Übungsabend 30.9. Ltg. Jörg Brunnert / Frank Hansel

Thema : Theoretischer und praktischer Umgang mit verschiedenen Löschmitteln.

u.A. Wasser,Schaum,CO2,Glutbrandpulver

Grundwissen als Voraussetzung

Bedingungen für eine Verbrennung:

a) Vorhandensein des brennbaren Stoffs

b) Vorhandensein des Sauerstoffs

c) richtiges Mengenverhältnis zwischen brennbarem Stoff und Sauerstoff

d) Erreichen der Zündtemperatur des brennbaren Stoffs für Beginn der Verbrennung und Beibehaltung der Mindestverbrennungstemperatur während der Verbrennung

e) ggf. Vorhandensein eines Katalysators

1. Löschen durch Stören der mengenmäßigen Reaktionsbedingung: Ersticken

Die Wirkung des Erstickens beruht auf der Gesetzmäßigkeit, daß sich chemische Reaktionen nur nach bestimmten Mengenverhältnissen vollziehen (errechenbar aus Reaktionsgleichung).

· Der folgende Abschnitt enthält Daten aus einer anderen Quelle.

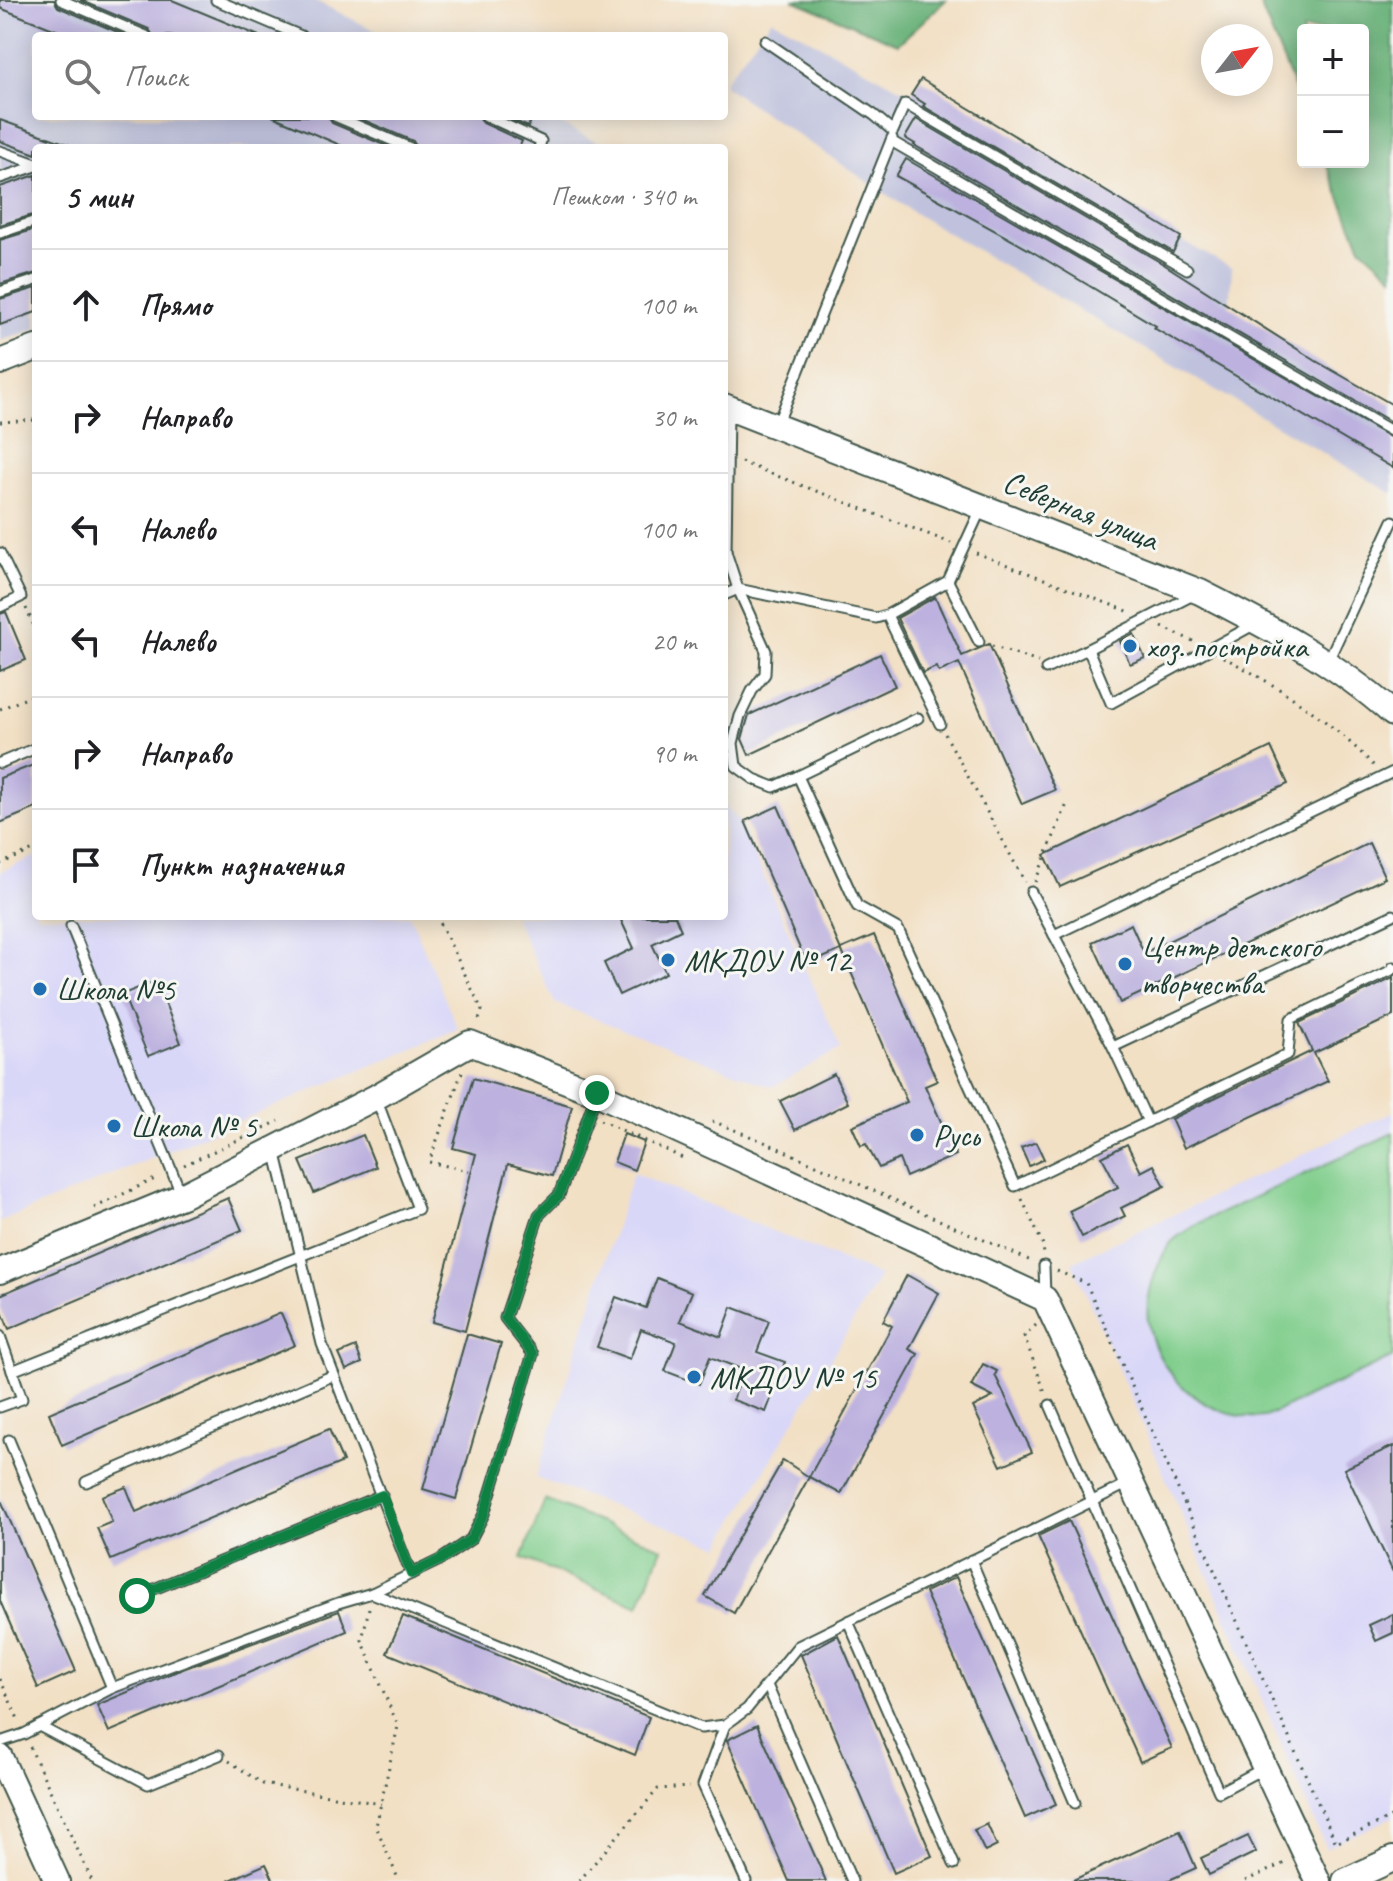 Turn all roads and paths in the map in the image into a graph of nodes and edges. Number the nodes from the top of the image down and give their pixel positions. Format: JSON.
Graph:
{"nodes":[{"id":1,"x":61,"y":0,"type":"edge"},
{"id":2,"x":216,"y":0,"type":"edge"},
{"id":3,"x":137,"y":32,"type":"edge"},
{"id":4,"x":292,"y":32,"type":"edge"},
{"id":5,"x":765,"y":41,"type":"dead end"},
{"id":6,"x":344,"y":120,"type":"edge"},
{"id":7,"x":495,"y":120,"type":"edge"},
{"id":8,"x":892,"y":136,"type":"junction"},
{"id":9,"x":401,"y":144,"type":"edge"},
{"id":10,"x":540,"y":144,"type":"edge"},
{"id":11,"x":0,"y":151,"type":"edge"},
{"id":12,"x":32,"y":163,"type":"edge"},
{"id":13,"x":32,"y":166,"type":"edge"},
{"id":14,"x":0,"y":178,"type":"edge"},
{"id":15,"x":32,"y":222,"type":"edge"},
{"id":16,"x":0,"y":233,"type":"edge"},
{"id":17,"x":1187,"y":269,"type":"dead end"},
{"id":18,"x":32,"y":281,"type":"edge"},
{"id":19,"x":0,"y":292,"type":"edge"},
{"id":20,"x":32,"y":350,"type":"edge"},
{"id":21,"x":0,"y":362,"type":"edge"},
{"id":22,"x":728,"y":408,"type":"edge"},
{"id":23,"x":32,"y":420,"type":"edge"},
{"id":24,"x":0,"y":422,"type":"edge"},
{"id":25,"x":777,"y":425,"type":"junction"},
{"id":26,"x":1393,"y":432,"type":"edge"},
{"id":27,"x":728,"y":457,"type":"edge"},
{"id":28,"x":983,"y":506,"type":"junction"},
{"id":29,"x":1393,"y":521,"type":"edge"},
{"id":30,"x":963,"y":548,"type":"junction"},
{"id":31,"x":0,"y":553,"type":"edge"},
{"id":32,"x":728,"y":561,"type":"edge"},
{"id":33,"x":948,"y":581,"type":"junction"},
{"id":34,"x":738,"y":589,"type":"junction"},
{"id":35,"x":1200,"y":592,"type":"junction"},
{"id":36,"x":728,"y":593,"type":"edge"},
{"id":37,"x":21,"y":597,"type":"junction"},
{"id":38,"x":0,"y":607,"type":"edge"},
{"id":39,"x":887,"y":615,"type":"junction"},
{"id":40,"x":1147,"y":619,"type":"junction"},
{"id":41,"x":32,"y":621,"type":"edge"},
{"id":42,"x":1259,"y":622,"type":"junction"},
{"id":43,"x":979,"y":642,"type":"joint"},
{"id":44,"x":1088,"y":649,"type":"junction"},
{"id":45,"x":1209,"y":649,"type":"junction"},
{"id":46,"x":1326,"y":664,"type":"junction"},
{"id":47,"x":1046,"y":669,"type":"joint"},
{"id":48,"x":32,"y":696,"type":"edge"},
{"id":49,"x":0,"y":709,"type":"edge"},
{"id":50,"x":1393,"y":714,"type":"edge"},
{"id":51,"x":918,"y":718,"type":"dead end"},
{"id":52,"x":940,"y":724,"type":"joint"},
{"id":53,"x":32,"y":750,"type":"edge"},
{"id":54,"x":0,"y":763,"type":"edge"},
{"id":55,"x":1388,"y":774,"type":"edge"},
{"id":56,"x":798,"y":776,"type":"junction"},
{"id":57,"x":1067,"y":804,"type":"dead end"},
{"id":58,"x":32,"y":851,"type":"edge"},
{"id":59,"x":0,"y":864,"type":"edge"},
{"id":60,"x":1031,"y":892,"type":"junction"},
{"id":61,"x":1393,"y":915,"type":"edge"},
{"id":62,"x":71,"y":926,"type":"dead end"},
{"id":63,"x":1054,"y":935,"type":"junction"},
{"id":64,"x":1393,"y":967,"type":"edge"},
{"id":65,"x":1113,"y":1047,"type":"junction"},
{"id":66,"x":376,"y":1097,"type":"junction"},
{"id":67,"x":594,"y":1102,"type":"junction"},
{"id":68,"x":283,"y":1119,"type":"dead end"},
{"id":69,"x":709,"y":1120,"type":"dead end"},
{"id":70,"x":1148,"y":1122,"type":"junction"},
{"id":71,"x":275,"y":1150,"type":"junction"},
{"id":72,"x":687,"y":1160,"type":"dead end"},
{"id":73,"x":172,"y":1171,"type":"junction"},
{"id":74,"x":1015,"y":1186,"type":"junction"},
{"id":75,"x":182,"y":1196,"type":"junction"},
{"id":76,"x":86,"y":1211,"type":"dead end"},
{"id":77,"x":1043,"y":1245,"type":"dead end"},
{"id":78,"x":299,"y":1255,"type":"junction"},
{"id":79,"x":1044,"y":1266,"type":"junction"},
{"id":80,"x":0,"y":1271,"type":"edge"},
{"id":81,"x":1045,"y":1299,"type":"junction"},
{"id":82,"x":1036,"y":1325,"type":"dead end"},
{"id":83,"x":0,"y":1336,"type":"edge"},
{"id":84,"x":12,"y":1371,"type":"junction"},
{"id":85,"x":334,"y":1375,"type":"junction"},
{"id":86,"x":1050,"y":1405,"type":"joint"},
{"id":87,"x":0,"y":1407,"type":"edge"},
{"id":88,"x":9,"y":1440,"type":"dead end"},
{"id":89,"x":86,"y":1482,"type":"dead end"},
{"id":90,"x":1130,"y":1482,"type":"junction"},
{"id":91,"x":382,"y":1495,"type":"junction"},
{"id":92,"x":1091,"y":1502,"type":"junction"},
{"id":93,"x":971,"y":1560,"type":"junction"},
{"id":94,"x":411,"y":1574,"type":"junction"},
{"id":95,"x":372,"y":1593,"type":"junction"},
{"id":96,"x":137,"y":1596,"type":"dead end"},
{"id":97,"x":848,"y":1621,"type":"junction"},
{"id":98,"x":0,"y":1679,"type":"edge"},
{"id":99,"x":767,"y":1685,"type":"junction"},
{"id":100,"x":112,"y":1688,"type":"junction"},
{"id":101,"x":725,"y":1725,"type":"junction"},
{"id":102,"x":39,"y":1726,"type":"junction"},
{"id":103,"x":24,"y":1734,"type":"junction"},
{"id":104,"x":0,"y":1742,"type":"edge"},
{"id":105,"x":219,"y":1755,"type":"joint"},
{"id":106,"x":0,"y":1757,"type":"edge"},
{"id":107,"x":1264,"y":1767,"type":"junction"},
{"id":108,"x":703,"y":1785,"type":"junction"},
{"id":109,"x":1075,"y":1803,"type":"dead end"},
{"id":110,"x":381,"y":1804,"type":"junction"},
{"id":111,"x":1393,"y":1816,"type":"edge"},
{"id":112,"x":1393,"y":1859,"type":"edge"},
{"id":113,"x":1287,"y":1862,"type":"dead end"},
{"id":114,"x":954,"y":1864,"type":"dead end"},
{"id":115,"x":1372,"y":1875,"type":"edge"},
{"id":116,"x":57,"y":1881,"type":"edge"},
{"id":117,"x":92,"y":1881,"type":"edge"},
{"id":118,"x":399,"y":1881,"type":"edge"},
{"id":119,"x":579,"y":1881,"type":"edge"},
{"id":120,"x":746,"y":1881,"type":"edge"},
{"id":121,"x":852,"y":1881,"type":"edge"},
{"id":122,"x":1245,"y":1881,"type":"edge"},
{"id":123,"x":1318,"y":1881,"type":"edge"},
{"id":124,"x":1345,"y":1881,"type":"edge"}],
"edges":[{"from":1,"to":3,"type":"lane"},
{"from":2,"to":4,"type":"lane"},
{"from":5,"to":8,"type":"lane"},
{"from":6,"to":9,"type":"lane"},
{"from":7,"to":10,"type":"lane"},
{"from":8,"to":17,"type":"lane"},
{"from":8,"to":25,"type":"lane"},
{"from":8,"to":26,"type":"lane"},
{"from":11,"to":12,"type":"lane"},
{"from":13,"to":14,"type":"lane"},
{"from":15,"to":16,"type":"lane"},
{"from":18,"to":19,"type":"lane"},
{"from":20,"to":21,"type":"street"},
{"from":22,"to":25,"type":"street","name":"Северная улица"},
{"from":23,"to":24,"type":"path"},
{"from":25,"to":28,"type":"street","name":"Северная улица"},
{"from":27,"to":30,"type":"path"},
{"from":28,"to":30,"type":"lane"},
{"from":28,"to":35,"type":"street","name":"Северная улица"},
{"from":29,"to":46,"type":"lane"},
{"from":30,"to":33,"type":"lane"},
{"from":30,"to":40,"type":"path"},
{"from":31,"to":37,"type":"lane"},
{"from":32,"to":34,"type":"lane"},
{"from":33,"to":39,"type":"lane"},
{"from":33,"to":43,"type":"lane"},
{"from":34,"to":36,"type":"lane"},
{"from":34,"to":39,"type":"lane"},
{"from":34,"to":56,"type":"lane"},
{"from":35,"to":40,"type":"lane"},
{"from":35,"to":42,"type":"street","name":"Северная улица"},
{"from":37,"to":38,"type":"lane"},
{"from":37,"to":41,"type":"path"},
{"from":39,"to":52,"type":"lane"},
{"from":40,"to":44,"type":"lane"},
{"from":40,"to":45,"type":"path"},
{"from":42,"to":45,"type":"lane"},
{"from":42,"to":46,"type":"street","name":"Северная улица"},
{"from":43,"to":47,"type":"path"},
{"from":44,"to":45,"type":"lane"},
{"from":44,"to":47,"type":"lane"},
{"from":45,"to":55,"type":"path"},
{"from":46,"to":50,"type":"street","name":"Северная улица"},
{"from":48,"to":49,"type":"path"},
{"from":51,"to":56,"type":"lane"},
{"from":52,"to":60,"type":"path"},
{"from":53,"to":54,"type":"lane"},
{"from":55,"to":63,"type":"lane"},
{"from":56,"to":74,"type":"lane"},
{"from":57,"to":60,"type":"path"},
{"from":58,"to":59,"type":"path"},
{"from":60,"to":63,"type":"lane"},
{"from":61,"to":65,"type":"lane"},
{"from":62,"to":73,"type":"lane"},
{"from":63,"to":65,"type":"lane"},
{"from":64,"to":70,"type":"lane"},
{"from":65,"to":70,"type":"lane"},
{"from":66,"to":67,"type":"street"},
{"from":66,"to":71,"type":"street"},
{"from":66,"to":78,"type":"lane"},
{"from":67,"to":72,"type":"path"},
{"from":67,"to":81,"type":"street"},
{"from":67,"to":94,"type":"lane"},
{"from":68,"to":73,"type":"path"},
{"from":69,"to":79,"type":"path"},
{"from":70,"to":74,"type":"lane"},
{"from":71,"to":75,"type":"street"},
{"from":71,"to":78,"type":"lane"},
{"from":73,"to":75,"type":"lane"},
{"from":73,"to":76,"type":"path"},
{"from":74,"to":77,"type":"path"},
{"from":75,"to":80,"type":"street"},
{"from":78,"to":84,"type":"lane"},
{"from":78,"to":85,"type":"lane"},
{"from":79,"to":81,"type":"lane"},
{"from":79,"to":111,"type":"path"},
{"from":81,"to":90,"type":"street"},
{"from":82,"to":86,"type":"path"},
{"from":83,"to":84,"type":"lane"},
{"from":84,"to":87,"type":"lane"},
{"from":85,"to":89,"type":"lane"},
{"from":85,"to":91,"type":"lane"},
{"from":86,"to":92,"type":"lane"},
{"from":88,"to":100,"type":"lane"},
{"from":90,"to":92,"type":"lane"},
{"from":90,"to":107,"type":"street"},
{"from":91,"to":94,"type":"lane"},
{"from":91,"to":96,"type":"lane"},
{"from":92,"to":93,"type":"lane"},
{"from":92,"to":107,"type":"lane"},
{"from":93,"to":97,"type":"lane"},
{"from":93,"to":109,"type":"lane"},
{"from":94,"to":95,"type":"lane"},
{"from":95,"to":100,"type":"lane"},
{"from":95,"to":101,"type":"lane"},
{"from":95,"to":110,"type":"path"},
{"from":97,"to":99,"type":"lane"},
{"from":97,"to":114,"type":"lane"},
{"from":98,"to":103,"type":"path"},
{"from":99,"to":101,"type":"lane"},
{"from":99,"to":121,"type":"lane"},
{"from":100,"to":102,"type":"lane"},
{"from":101,"to":108,"type":"lane"},
{"from":102,"to":103,"type":"lane"},
{"from":102,"to":105,"type":"lane"},
{"from":103,"to":104,"type":"lane"},
{"from":103,"to":117,"type":"path"},
{"from":105,"to":110,"type":"path"},
{"from":106,"to":116,"type":"street"},
{"from":107,"to":123,"type":"street"},
{"from":108,"to":119,"type":"path"},
{"from":108,"to":120,"type":"lane"},
{"from":110,"to":118,"type":"path"},
{"from":112,"to":115,"type":"street"},
{"from":113,"to":122,"type":"path"},
{"from":115,"to":124,"type":"street"}]}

Bsp.: Die meisten brennbare Stoffe (z.B. Kerzenwachs) können nicht mehr weiter brennen, wenn Sauerstoffgehalt der Luft auf unter 15-17 % gesenkt wird (normal 21% Anteil Sauerstoff in Luft)

a) Verdünnen des Sauerstoffs

= Ersetzen des Anteils des Sauerstoffs in der Umgebungsluft durch anderes Gas, z.B. Kohlendioxid

b) Abmagern des brennbaren Stoffs

= Reduzierung des Zugangs an brennbarem Stoff zum Sauerstoff

c) Trennung der Reaktionspartner

= Vollständiges Trennen des brennbaren Stoffs vom Sauerstoff, so daß diese keine Zugang mehr zueinander haben

2. Löschen durch Stören der thermischen Reaktionsbedingung: Abkühlen

Eine Verbrennung kann nur stattfinden, wenn eine bestimmte, stoffabhängige Mindesttemperatur erreicht ist. Allgemein wird die Geschwindigkeit jeder unumkehrbaren chemischen Reaktion durch eine Erhöhung der Temperatur um 10°C auf das zwei- bis dreifache gesteigert.

Daher kommt der Temperatur bei einer Verbrennung eine erhebliche Bedeutung zu.

a) Löschwirkung durch Erwärmen des Löschmittels

= Das Löschmittel nimmt Wärmeenergie, die bisher im brennbaren Stoff gebunden war, auf und erwärmt sich hierbei (da Energie nicht verlorengehen kann) selbst.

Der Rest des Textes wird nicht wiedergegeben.